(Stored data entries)
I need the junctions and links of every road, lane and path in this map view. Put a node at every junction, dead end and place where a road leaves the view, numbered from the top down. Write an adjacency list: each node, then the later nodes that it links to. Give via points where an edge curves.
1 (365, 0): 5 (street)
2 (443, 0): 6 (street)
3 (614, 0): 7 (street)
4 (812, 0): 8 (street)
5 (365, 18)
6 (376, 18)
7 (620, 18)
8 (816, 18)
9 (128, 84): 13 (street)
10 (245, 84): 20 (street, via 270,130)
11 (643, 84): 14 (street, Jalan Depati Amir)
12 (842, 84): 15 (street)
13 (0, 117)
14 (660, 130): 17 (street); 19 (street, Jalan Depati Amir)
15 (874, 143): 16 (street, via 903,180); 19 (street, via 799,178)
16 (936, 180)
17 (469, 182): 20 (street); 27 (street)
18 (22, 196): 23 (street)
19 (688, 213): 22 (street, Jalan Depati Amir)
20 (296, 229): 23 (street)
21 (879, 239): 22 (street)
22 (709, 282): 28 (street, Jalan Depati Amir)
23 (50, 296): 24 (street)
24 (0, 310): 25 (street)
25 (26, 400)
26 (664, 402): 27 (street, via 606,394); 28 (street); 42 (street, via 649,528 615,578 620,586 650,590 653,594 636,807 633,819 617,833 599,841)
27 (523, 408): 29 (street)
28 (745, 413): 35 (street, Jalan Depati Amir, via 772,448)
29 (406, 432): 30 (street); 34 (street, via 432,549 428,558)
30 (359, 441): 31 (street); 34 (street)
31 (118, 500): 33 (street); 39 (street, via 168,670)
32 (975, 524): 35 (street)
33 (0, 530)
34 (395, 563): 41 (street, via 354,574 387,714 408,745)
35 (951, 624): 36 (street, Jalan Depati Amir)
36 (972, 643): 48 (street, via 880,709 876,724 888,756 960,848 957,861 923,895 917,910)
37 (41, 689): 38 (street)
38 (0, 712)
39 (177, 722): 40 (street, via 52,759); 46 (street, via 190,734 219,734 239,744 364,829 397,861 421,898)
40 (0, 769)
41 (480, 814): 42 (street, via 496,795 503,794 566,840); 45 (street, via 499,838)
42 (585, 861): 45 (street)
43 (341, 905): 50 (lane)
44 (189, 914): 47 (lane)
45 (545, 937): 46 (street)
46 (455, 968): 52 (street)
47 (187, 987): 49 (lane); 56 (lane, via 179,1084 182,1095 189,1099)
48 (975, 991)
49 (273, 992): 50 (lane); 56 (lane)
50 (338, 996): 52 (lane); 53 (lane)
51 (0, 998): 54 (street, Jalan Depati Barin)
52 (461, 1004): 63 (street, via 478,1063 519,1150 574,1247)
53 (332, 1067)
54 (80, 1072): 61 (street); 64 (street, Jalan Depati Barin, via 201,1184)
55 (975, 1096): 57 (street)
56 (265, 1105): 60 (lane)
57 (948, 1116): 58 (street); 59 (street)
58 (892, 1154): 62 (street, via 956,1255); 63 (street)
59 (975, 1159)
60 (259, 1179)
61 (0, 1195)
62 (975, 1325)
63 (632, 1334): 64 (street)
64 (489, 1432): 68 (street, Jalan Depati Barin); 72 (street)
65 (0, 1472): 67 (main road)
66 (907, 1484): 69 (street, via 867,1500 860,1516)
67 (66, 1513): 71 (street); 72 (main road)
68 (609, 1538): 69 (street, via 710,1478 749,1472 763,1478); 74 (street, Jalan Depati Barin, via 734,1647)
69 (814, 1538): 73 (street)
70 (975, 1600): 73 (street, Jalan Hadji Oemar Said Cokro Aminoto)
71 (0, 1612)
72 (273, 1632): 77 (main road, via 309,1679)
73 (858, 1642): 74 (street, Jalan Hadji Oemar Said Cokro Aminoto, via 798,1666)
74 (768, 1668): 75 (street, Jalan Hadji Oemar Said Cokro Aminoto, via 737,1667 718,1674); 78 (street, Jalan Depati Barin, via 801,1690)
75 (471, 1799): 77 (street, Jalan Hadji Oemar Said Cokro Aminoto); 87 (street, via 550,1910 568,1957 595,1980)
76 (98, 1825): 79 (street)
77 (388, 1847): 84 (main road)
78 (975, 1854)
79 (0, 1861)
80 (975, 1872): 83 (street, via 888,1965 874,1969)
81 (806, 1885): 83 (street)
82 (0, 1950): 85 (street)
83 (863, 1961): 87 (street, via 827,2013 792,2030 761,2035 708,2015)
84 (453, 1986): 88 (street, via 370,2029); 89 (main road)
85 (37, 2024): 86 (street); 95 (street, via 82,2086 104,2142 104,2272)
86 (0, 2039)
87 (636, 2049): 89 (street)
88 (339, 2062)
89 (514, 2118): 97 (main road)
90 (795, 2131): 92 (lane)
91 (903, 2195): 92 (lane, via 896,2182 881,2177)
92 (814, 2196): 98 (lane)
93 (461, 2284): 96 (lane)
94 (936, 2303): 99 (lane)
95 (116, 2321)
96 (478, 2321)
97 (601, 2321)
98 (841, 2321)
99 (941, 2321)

Problem to solve = All of the entries above should be output exactly as they are.

Answer =
I need the junctions and links of every road, lane and path in this map view. Put a node at every junction, dead end and place where a road leaves the view, numbered from the top down. Write an adjacency list: each node, then the later nodes that it links to. Give via points where an edge curves.
1 (365, 0): 5 (street)
2 (443, 0): 6 (street)
3 (614, 0): 7 (street)
4 (812, 0): 8 (street)
5 (365, 18)
6 (376, 18)
7 (620, 18)
8 (816, 18)
9 (128, 84): 13 (street)
10 (245, 84): 20 (street, via 270,130)
11 (643, 84): 14 (street, Jalan Depati Amir)
12 (842, 84): 15 (street)
13 (0, 117)
14 (660, 130): 17 (street); 19 (street, Jalan Depati Amir)
15 (874, 143): 16 (street, via 903,180); 19 (street, via 799,178)
16 (936, 180)
17 (469, 182): 20 (street); 27 (street)
18 (22, 196): 23 (street)
19 (688, 213): 22 (street, Jalan Depati Amir)
20 (296, 229): 23 (street)
21 (879, 239): 22 (street)
22 (709, 282): 28 (street, Jalan Depati Amir)
23 (50, 296): 24 (street)
24 (0, 310): 25 (street)
25 (26, 400)
26 (664, 402): 27 (street, via 606,394); 28 (street); 42 (street, via 649,528 615,578 620,586 650,590 653,594 636,807 633,819 617,833 599,841)
27 (523, 408): 29 (street)
28 (745, 413): 35 (street, Jalan Depati Amir, via 772,448)
29 (406, 432): 30 (street); 34 (street, via 432,549 428,558)
30 (359, 441): 31 (street); 34 (street)
31 (118, 500): 33 (street); 39 (street, via 168,670)
32 (975, 524): 35 (street)
33 (0, 530)
34 (395, 563): 41 (street, via 354,574 387,714 408,745)
35 (951, 624): 36 (street, Jalan Depati Amir)
36 (972, 643): 48 (street, via 880,709 876,724 888,756 960,848 957,861 923,895 917,910)
37 (41, 689): 38 (street)
38 (0, 712)
39 (177, 722): 40 (street, via 52,759); 46 (street, via 190,734 219,734 239,744 364,829 397,861 421,898)
40 (0, 769)
41 (480, 814): 42 (street, via 496,795 503,794 566,840); 45 (street, via 499,838)
42 (585, 861): 45 (street)
43 (341, 905): 50 (lane)
44 (189, 914): 47 (lane)
45 (545, 937): 46 (street)
46 (455, 968): 52 (street)
47 (187, 987): 49 (lane); 56 (lane, via 179,1084 182,1095 189,1099)
48 (975, 991)
49 (273, 992): 50 (lane); 56 (lane)
50 (338, 996): 52 (lane); 53 (lane)
51 (0, 998): 54 (street, Jalan Depati Barin)
52 (461, 1004): 63 (street, via 478,1063 519,1150 574,1247)
53 (332, 1067)
54 (80, 1072): 61 (street); 64 (street, Jalan Depati Barin, via 201,1184)
55 (975, 1096): 57 (street)
56 (265, 1105): 60 (lane)
57 (948, 1116): 58 (street); 59 (street)
58 (892, 1154): 62 (street, via 956,1255); 63 (street)
59 (975, 1159)
60 (259, 1179)
61 (0, 1195)
62 (975, 1325)
63 (632, 1334): 64 (street)
64 (489, 1432): 68 (street, Jalan Depati Barin); 72 (street)
65 (0, 1472): 67 (main road)
66 (907, 1484): 69 (street, via 867,1500 860,1516)
67 (66, 1513): 71 (street); 72 (main road)
68 (609, 1538): 69 (street, via 710,1478 749,1472 763,1478); 74 (street, Jalan Depati Barin, via 734,1647)
69 (814, 1538): 73 (street)
70 (975, 1600): 73 (street, Jalan Hadji Oemar Said Cokro Aminoto)
71 (0, 1612)
72 (273, 1632): 77 (main road, via 309,1679)
73 (858, 1642): 74 (street, Jalan Hadji Oemar Said Cokro Aminoto, via 798,1666)
74 (768, 1668): 75 (street, Jalan Hadji Oemar Said Cokro Aminoto, via 737,1667 718,1674); 78 (street, Jalan Depati Barin, via 801,1690)
75 (471, 1799): 77 (street, Jalan Hadji Oemar Said Cokro Aminoto); 87 (street, via 550,1910 568,1957 595,1980)
76 (98, 1825): 79 (street)
77 (388, 1847): 84 (main road)
78 (975, 1854)
79 (0, 1861)
80 (975, 1872): 83 (street, via 888,1965 874,1969)
81 (806, 1885): 83 (street)
82 (0, 1950): 85 (street)
83 (863, 1961): 87 (street, via 827,2013 792,2030 761,2035 708,2015)
84 (453, 1986): 88 (street, via 370,2029); 89 (main road)
85 (37, 2024): 86 (street); 95 (street, via 82,2086 104,2142 104,2272)
86 (0, 2039)
87 (636, 2049): 89 (street)
88 (339, 2062)
89 (514, 2118): 97 (main road)
90 (795, 2131): 92 (lane)
91 (903, 2195): 92 (lane, via 896,2182 881,2177)
92 (814, 2196): 98 (lane)
93 (461, 2284): 96 (lane)
94 (936, 2303): 99 (lane)
95 (116, 2321)
96 (478, 2321)
97 (601, 2321)
98 (841, 2321)
99 (941, 2321)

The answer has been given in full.